Una estadística interesante es que gran parte de los matrimonios empezaron su relación o en la universidad o en su lugar de trabajo, es una situación perfectamente natural.

Las preguntas obligadas son: ¿Es sano?, ¿Es bueno para la empresa? ¿Cómo podría afectar este tipo de relaciones personales a nuestra productividad?

El mayor temor que empresarios y negociantes han manifestado al respecto se acotan en 3 puntos fundamentales:

1.- El miedo a que la relación sentimental se convierta en un escudo para que uno de los involucrados, perdone o tape los errores del otro.

2.- Que los problema conyugales o de pareja se manifiesten en el trabajo y éste se convierta en mal espectáculo y ejemplo para los demás.

3.- La posible alianza fraudulenta entre la pareja para que, en contubernio busquen áreas de oportunidad para defraudar o robar los bienes de la empresa.

Bajo estos criterios y otros más que se pueden sumar, ¿qué debemos hacer?

Primero que nada establezcamos que es una actividad humana completamente previsible, algo con lo que indudablemente tarde que temprano nos vamos a topar.

De hecho existen empresas que dentro de su política de contratación establecen claramente el “No contratar ni parientes en primer grado ni matrimonios legalmente constituidos”, con el fin de  evitar los posibles tres escenarios ya descritos con anterioridad.

Otras advierten a sus empleados su postura negativa de permitir dentro del seno laboral las relaciones sentimentales.

Independientemente de la política laboral que usted implemente nunca pierda de vista el aspecto legal, de los derechos constitucionales que tiene su fuerza laboral de libre asociación y de libre culto. no olvide además que todos tenemos un libre albedrío que no puede ser ignorado.

Siempre tenga un ojo abierto a posibles señales de que algo “meloso“está pasando entre sus trabajadores, una vez identificado, valore siempre las posiciones dentro de la empresa de los involucrados, sopese su historial laboral y el nivel de confianza que se les tiene.

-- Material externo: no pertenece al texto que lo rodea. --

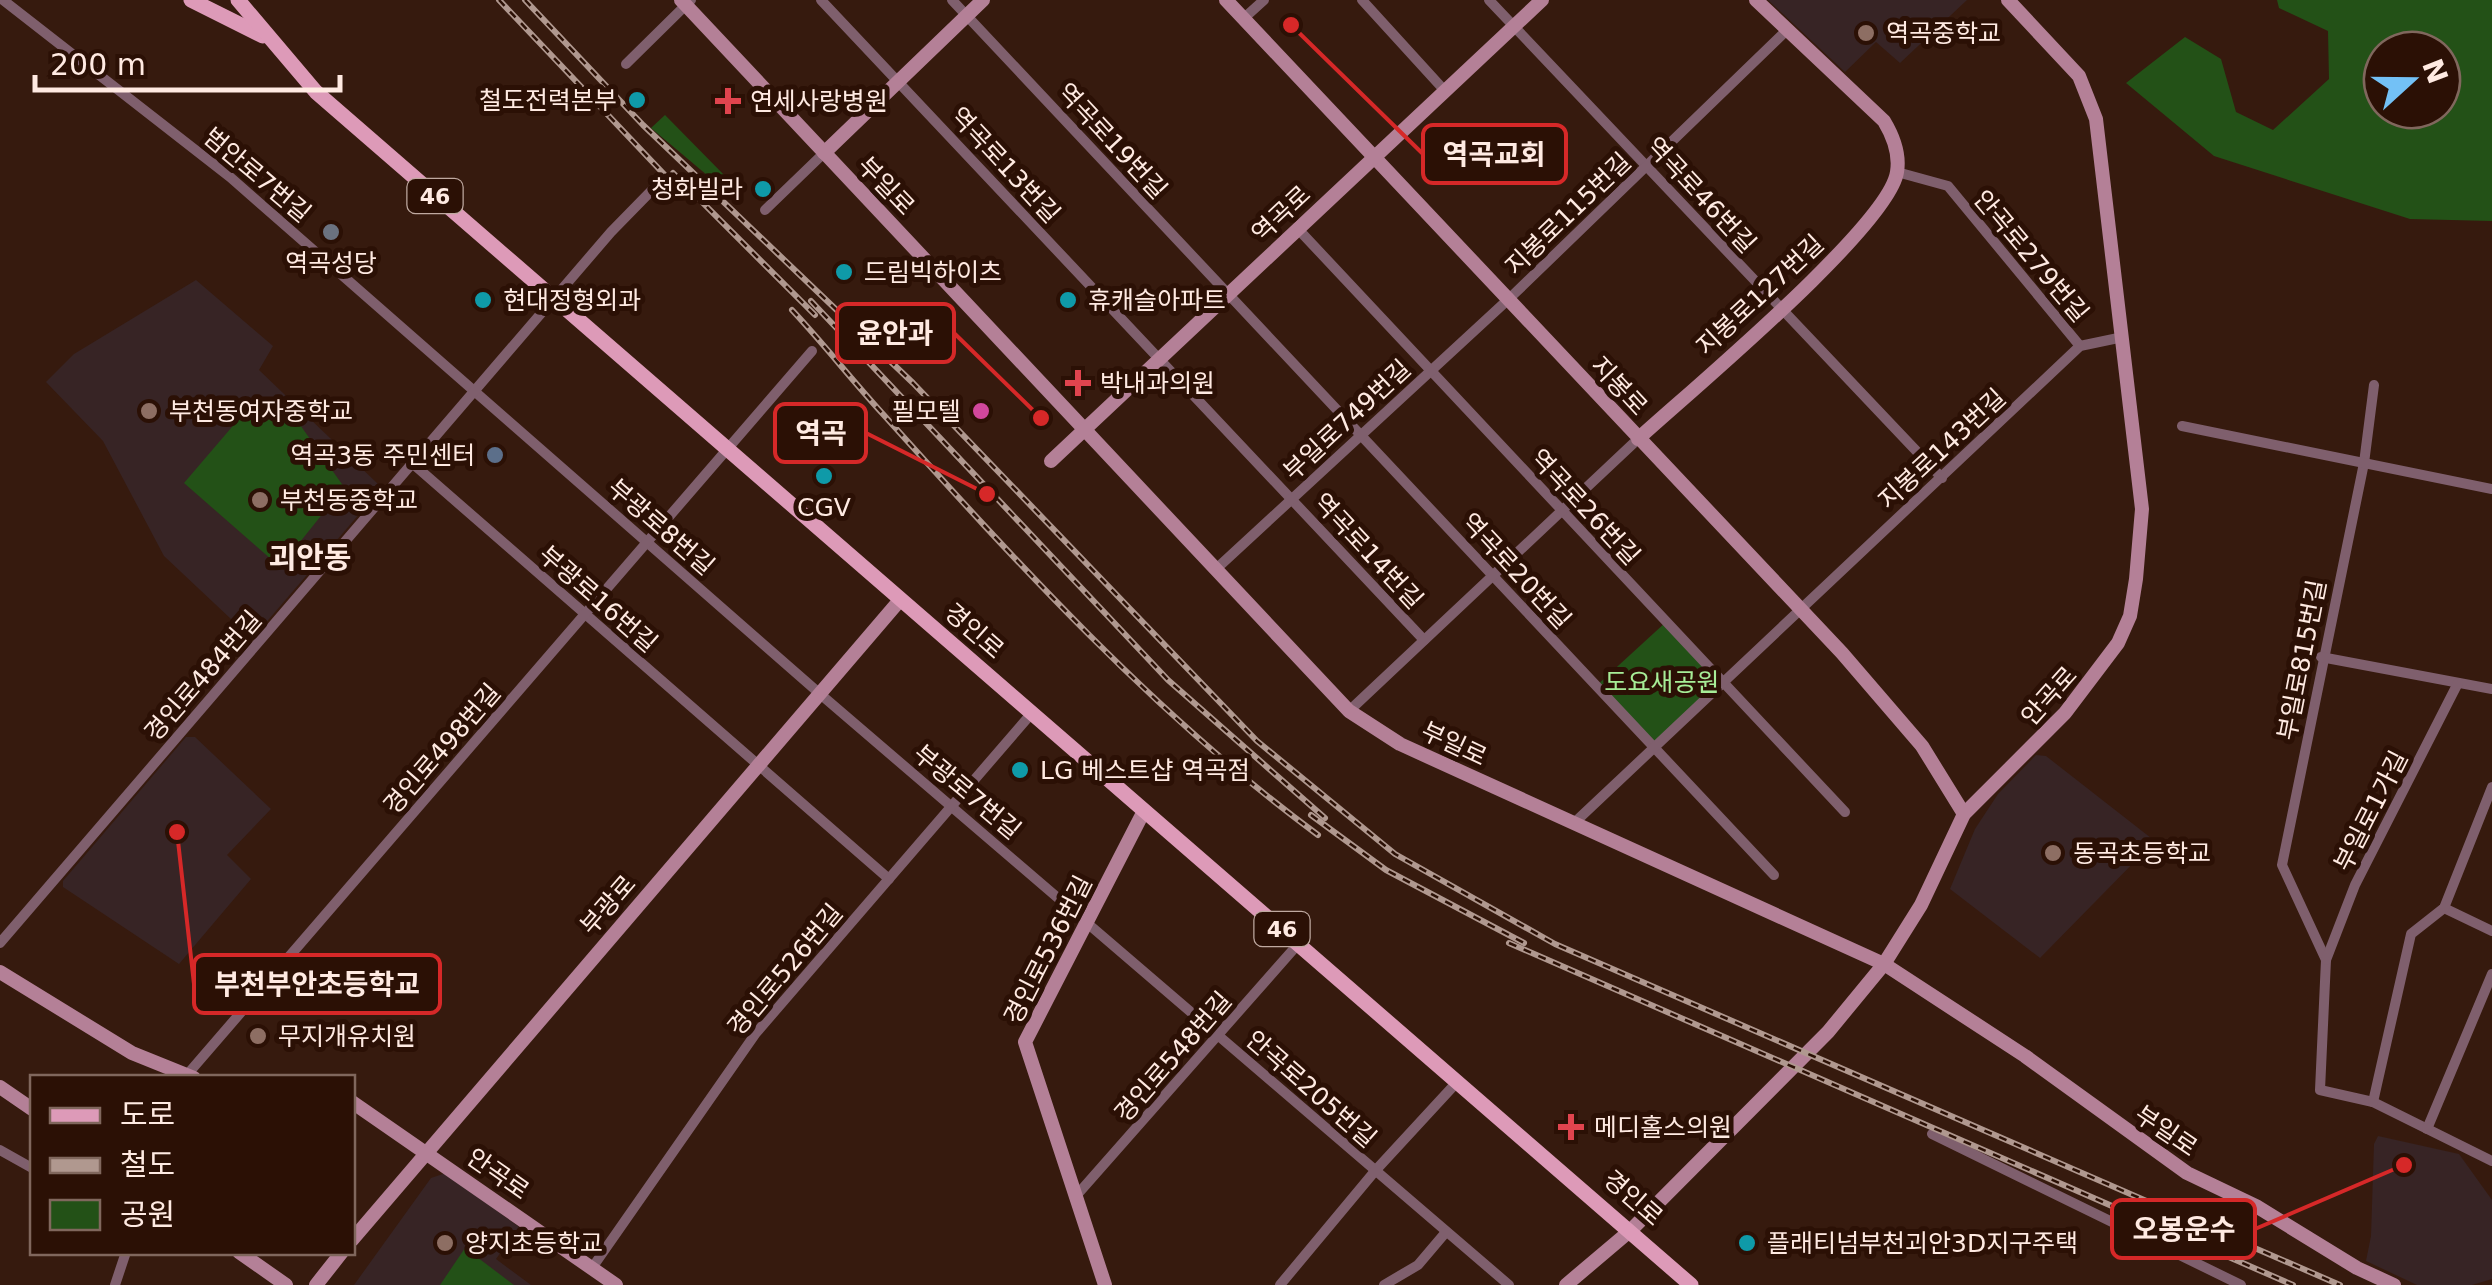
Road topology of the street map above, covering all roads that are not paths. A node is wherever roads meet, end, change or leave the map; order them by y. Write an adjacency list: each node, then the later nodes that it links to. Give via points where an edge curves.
1 (3, 0): 40 (street, 범안로7번길, via 230,177)
2 (190, 0): 19 (main road)
3 (238, 0): 19 (main road, 경인로 / 46)
4 (821, 0): 21 (street, 역곡로13번길)
5 (952, 0): 15 (street, 역곡로19번길)
6 (983, 0): 15 (street)
7 (1226, 0): 16 (street, 지봉로)
8 (1264, 0): 16 (street)
9 (1362, 0): 22 (street)
10 (1489, 0): 17 (street, 역곡로46번길)
11 (1542, 0): 17 (street, 역곡로)
12 (1756, 0): 18 (street)
13 (2008, 0): 34 (street, 안곡로, via 2056,47 2090,99)
14 (686, 2): 20 (street); 23 (street, 부일로)
15 (967, 16): 21 (street); 30 (street, 역곡로19번길)
16 (1244, 19): 24 (street, 지봉로)
17 (1514, 26): 22 (street, 역곡로); 25 (street, 역곡로46번길)
18 (1786, 31): 25 (street, 지봉로115번길); 26 (street, via 1884,121)
19 (268, 39): 32 (main road, 경인로 / 46, via 316,92)
20 (626, 64)
21 (898, 81): 23 (street); 37 (street, 역곡로13번길)
22 (1445, 91): 24 (street, 역곡로)
23 (824, 153): 28 (street); 42 (street, 부일로)
24 (1373, 158): 29 (street, 역곡로); 31 (street, 지봉로)
25 (1647, 166): 31 (street, 지봉로115번길); 33 (street, 역곡로46번길)
26 (1897, 172): 33 (street, 지봉로127번길, via 1871,221); 35 (street, 안곡로279번길, via 1948,186)
27 (655, 188): 32 (street, 경인로484번길)
28 (764, 210)
29 (1298, 228): 30 (street, 역곡로); 38 (street, 역곡로26번길)
30 (1229, 294): 37 (street, 역곡로); 43 (street, 역곡로20번길)
31 (1506, 298): 38 (street, 부일로749번길); 44 (street, 지봉로)
32 (554, 300): 40 (street, 경인로484번길); 45 (main road, 경인로 / 46)
33 (1780, 308): 44 (street, 지봉로127번길); 49 (street, 역곡로46번길)
34 (2122, 337): 35 (street); 73 (street, 안곡로, via 2142,509 2130,616 2098,675)
35 (2080, 346): 49 (street, 지봉로143번길)
36 (812, 350): 45 (street, 경인로498번길)
37 (1160, 358): 42 (street, 역곡로); 51 (street, 역곡로14번길)
38 (1429, 370): 43 (street, 부일로749번길); 52 (street, 역곡로26번길)
39 (2374, 386): 47 (street, 부일로815번길)
40 (476, 390): 48 (street, 경인로484번길); 53 (street, 부광로8번길)
41 (2182, 426): 47 (street)
42 (1086, 427): 46 (street, 역곡로); 54 (street, 부일로)
43 (1360, 434): 51 (street, 부일로749번길); 55 (street, 역곡로20번길)
44 (1638, 439): 52 (street); 57 (street, 지봉로)
45 (728, 448): 53 (street, 경인로498번길); 56 (main road, 경인로 / 46)
46 (1050, 461)
47 (2364, 462): 50 (street); 60 (street, 부일로815번길)
48 (412, 464): 58 (street, 부광로16번길); 81 (street, 경인로484번길)
49 (1942, 478): 57 (street, 지봉로143번길)
50 (2492, 488)
51 (1292, 498): 54 (street, 부일로749번길); 59 (street, 역곡로14번길)
52 (1561, 510): 55 (street); 61 (street, 역곡로26번길)
53 (646, 542): 58 (street, 경인로498번길); 64 (street, 부광로8번길)
54 (1216, 570): 65 (street, 부일로)
55 (1493, 574): 59 (street); 67 (street, 역곡로20번길)
56 (900, 600): 64 (street, 부광로); 66 (main road, 경인로 / 46)
57 (1799, 609): 61 (street, 지봉로143번길); 73 (street, 지봉로, via 1922,746)
58 (585, 614): 68 (street, 부광로16번길); 89 (street, 경인로498번길)
59 (1424, 640): 65 (street)
60 (2321, 657): 62 (street); 75 (street, 부일로815번길)
61 (1722, 682): 67 (street, 지봉로143번길); 72 (street, 역곡로26번길)
62 (2458, 683): 63 (street); 83 (street, 부일로1가길, via 2356,884)
63 (2492, 690)
64 (819, 693): 68 (street, 부광로); 70 (street, 부광로7번길)
65 (1349, 711): 74 (street, 부일로, via 1400,744)
66 (1031, 714): 70 (street, 경인로526번길); 71 (main road, 경인로 / 46)
67 (1651, 748): 74 (street, 지봉로143번길); 76 (street, 역곡로20번길)
68 (759, 764): 77 (street, 부광로16번길); 98 (street, 부광로)
69 (2492, 787): 78 (street)
70 (954, 806): 77 (street, 경인로526번길); 79 (street, 부광로7번길)
71 (1144, 810): 79 (street, 경인로536번길); 82 (main road, 경인로 / 46)
72 (1845, 812)
73 (1964, 814): 84 (street, 안곡로, via 1921,906)
74 (1573, 824): 84 (street, 부일로)
75 (2282, 866): 83 (street, 부일로1가길)
76 (1774, 875)
77 (889, 878): 109 (street, 경인로526번길, via 756,1033)
78 (2444, 908): 80 (street); 92 (street, via 2411,934)
79 (1088, 922): 87 (street, 안곡로205번길); 102 (street, 경인로536번길, via 1025,1042)
80 (2492, 931)
81 (0, 943)
82 (1299, 943): 87 (street, 경인로548번길); 90 (main road, 경인로 / 46)
83 (2326, 960): 92 (street, 부일로1가길, via 2320,1090)
84 (1884, 964): 103 (street, 안곡로, via 1828,1032); 121 (street, 부일로, via 2187,1174)
85 (0, 972): 88 (street, via 132,1053)
86 (2492, 974): 95 (street)
87 (1218, 1036): 101 (street, 안곡로205번길); 102 (street, 경인로548번길)
88 (187, 1075)
89 (191, 1075)
90 (1458, 1081): 101 (street); 103 (main road, 경인로 / 46)
91 (0, 1087): 94 (street)
92 (2373, 1102): 95 (street, 부일로1가길)
93 (355, 1104): 98 (street, 안곡로)
94 (30, 1108)
95 (2427, 1130): 99 (street, 부일로1가길)
96 (1932, 1134): 120 (street)
97 (0, 1150): 100 (street)
98 (426, 1150): 105 (street, 부광로); 109 (street, 안곡로)
99 (2492, 1161)
100 (30, 1167)
101 (1374, 1170): 104 (street, 안곡로205번길); 116 (street)
102 (1076, 1196): 115 (street, 경인로536번길)
103 (1632, 1230): 118 (street, 안곡로); 119 (main road, 경인로 / 46)
104 (1446, 1232): 110 (street); 117 (street, 안곡로205번길)
105 (355, 1236)
106 (125, 1255): 111 (street)
107 (243, 1255): 112 (street)
108 (340, 1255): 113 (street)
109 (592, 1268): 114 (street, 안곡로)
110 (1391, 1284)
111 (115, 1285)
112 (286, 1285)
113 (316, 1285)
114 (616, 1285)
115 (1105, 1285)
116 (1280, 1285)
117 (1508, 1285)
118 (1566, 1285)
119 (1691, 1285)
120 (2242, 1285)
121 (2394, 1285)

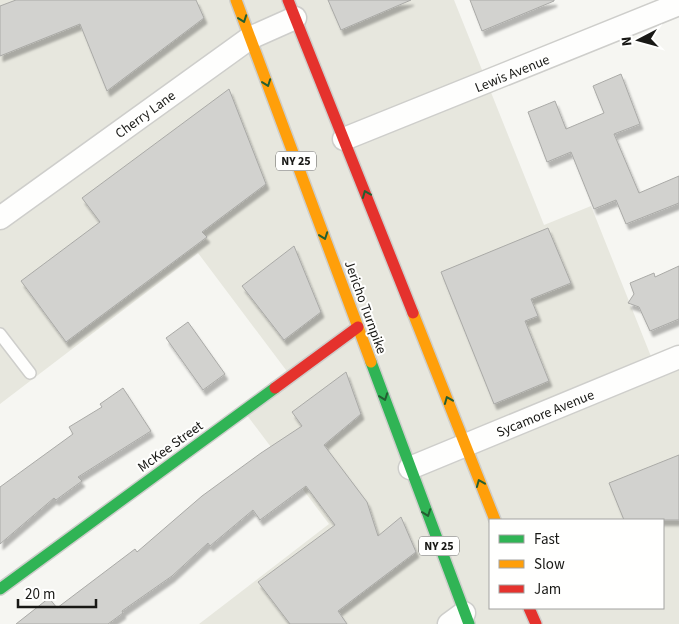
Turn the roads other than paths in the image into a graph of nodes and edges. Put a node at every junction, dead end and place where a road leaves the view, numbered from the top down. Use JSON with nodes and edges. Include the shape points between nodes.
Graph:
{"nodes":[{"id":1,"x":236,"y":0,"type":"edge"},
{"id":2,"x":679,"y":4,"type":"edge"},
{"id":3,"x":291,"y":9,"type":"edge"},
{"id":4,"x":250,"y":38,"type":"junction"},
{"id":5,"x":344,"y":139,"type":"junction"},
{"id":6,"x":1,"y":214,"type":"edge"},
{"id":7,"x":358,"y":327,"type":"junction"},
{"id":8,"x":0,"y":334,"type":"edge"},
{"id":9,"x":679,"y":357,"type":"edge"},
{"id":10,"x":30,"y":373,"type":"dead end"},
{"id":11,"x":466,"y":446,"type":"junction"},
{"id":12,"x":410,"y":468,"type":"junction"},
{"id":13,"x":495,"y":519,"type":"edge"},
{"id":14,"x":0,"y":589,"type":"edge"},
{"id":15,"x":529,"y":609,"type":"edge"},
{"id":16,"x":461,"y":620,"type":"edge"},
{"id":17,"x":536,"y":624,"type":"edge"}],
"edges":[{"from":1,"to":4,"type":"main road","name":"Jericho Turnpike","number":"NY 25","one_way":true},
{"from":2,"to":5,"type":"street","name":"Lewis Avenue"},
{"from":3,"to":4,"type":"street","name":"Cherry Lane"},
{"from":3,"to":5,"type":"main road"},
{"from":4,"to":6,"type":"street","name":"Cherry Lane"},
{"from":4,"to":7,"type":"main road","name":"Jericho Turnpike","number":"NY 25","one_way":true},
{"from":11,"to":5,"type":"main road","one_way":true},
{"from":7,"to":12,"type":"main road","name":"Jericho Turnpike","number":"NY 25","one_way":true},
{"from":7,"to":14,"type":"main road","name":"McKee Street"},
{"from":8,"to":10,"type":"lane"},
{"from":9,"to":11,"type":"street","name":"Sycamore Avenue"},
{"from":11,"to":12,"type":"street","name":"Sycamore Avenue"},
{"from":13,"to":11,"type":"main road","one_way":true},
{"from":12,"to":16,"type":"main road","name":"Jericho Turnpike","number":"NY 25","one_way":true},
{"from":15,"to":17,"type":"main road"}]}
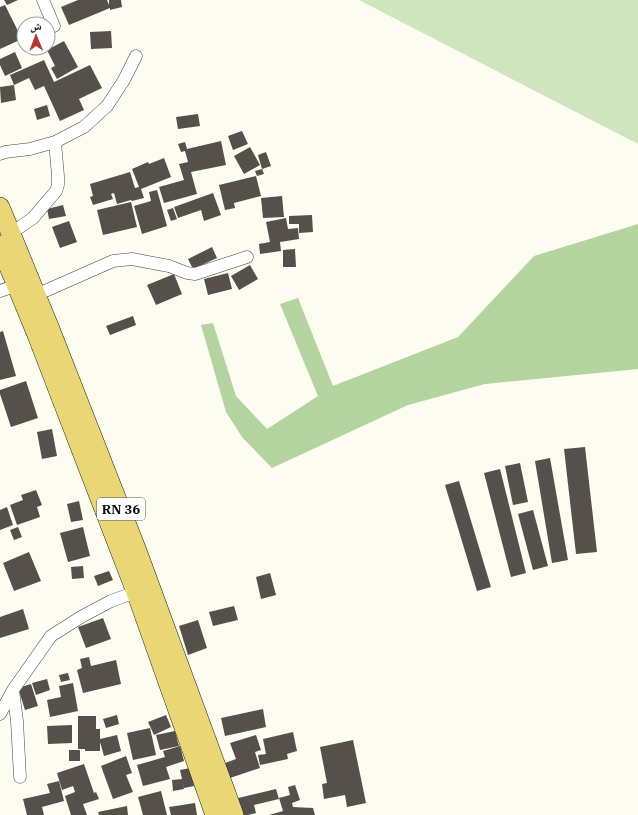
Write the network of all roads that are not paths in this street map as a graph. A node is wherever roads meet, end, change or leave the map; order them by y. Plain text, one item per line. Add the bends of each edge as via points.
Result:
1 (43, 0) edge
2 (50, 16) edge
3 (136, 56) dead end
4 (55, 142) junction
5 (0, 154) edge
6 (0, 207) edge
7 (5, 239) edge
8 (247, 257) dead end
9 (8, 288) edge
10 (36, 295) junction
11 (43, 332) junction
12 (136, 592) junction
13 (13, 690) junction
14 (0, 714) edge
15 (20, 777) dead end
16 (215, 815) edge
17 (234, 815) edge

1 - 2 street
3 - 4 street via 107,106 84,126
4 - 5 street
4 - 7 street via 58,180 56,191 33,218
6 - 7 main road, RN 36
7 - 9 main road, RN 36
7 - 10 main road, RN 36
8 - 10 street via 195,274 132,259 113,261
9 - 11 main road, RN 36
10 - 11 main road, RN 36
11 - 12 main road, RN 36
11 - 17 main road, RN 36 via 137,551
12 - 13 street via 111,601 51,636
12 - 16 main road, RN 36
13 - 14 street
13 - 15 street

Si detecta que puede haber conflicto de interés, intervenga. Pero de una manera respetuosa, con la genuina preocupación de mantener un clima laboral estable.

Aliente la comunicación entre la empresa y los involucrados, hágales saber que conoce su relación y que se les respeta; siempre y cuando las obligaciones laborales se cumplan en perfecto orden de convivencia.

Una vez establecido este parlamento no vuelva a insistir, a menos que demuestre con hechos que hay afectación a los intereses grupales y de la empresa.

Con una correcta estrategia de comunicación interna siempre podrá establecer criterios y parámetros que solo le beneficiarían y no hará de un asunto del corazón, un necesario dolor de cabeza.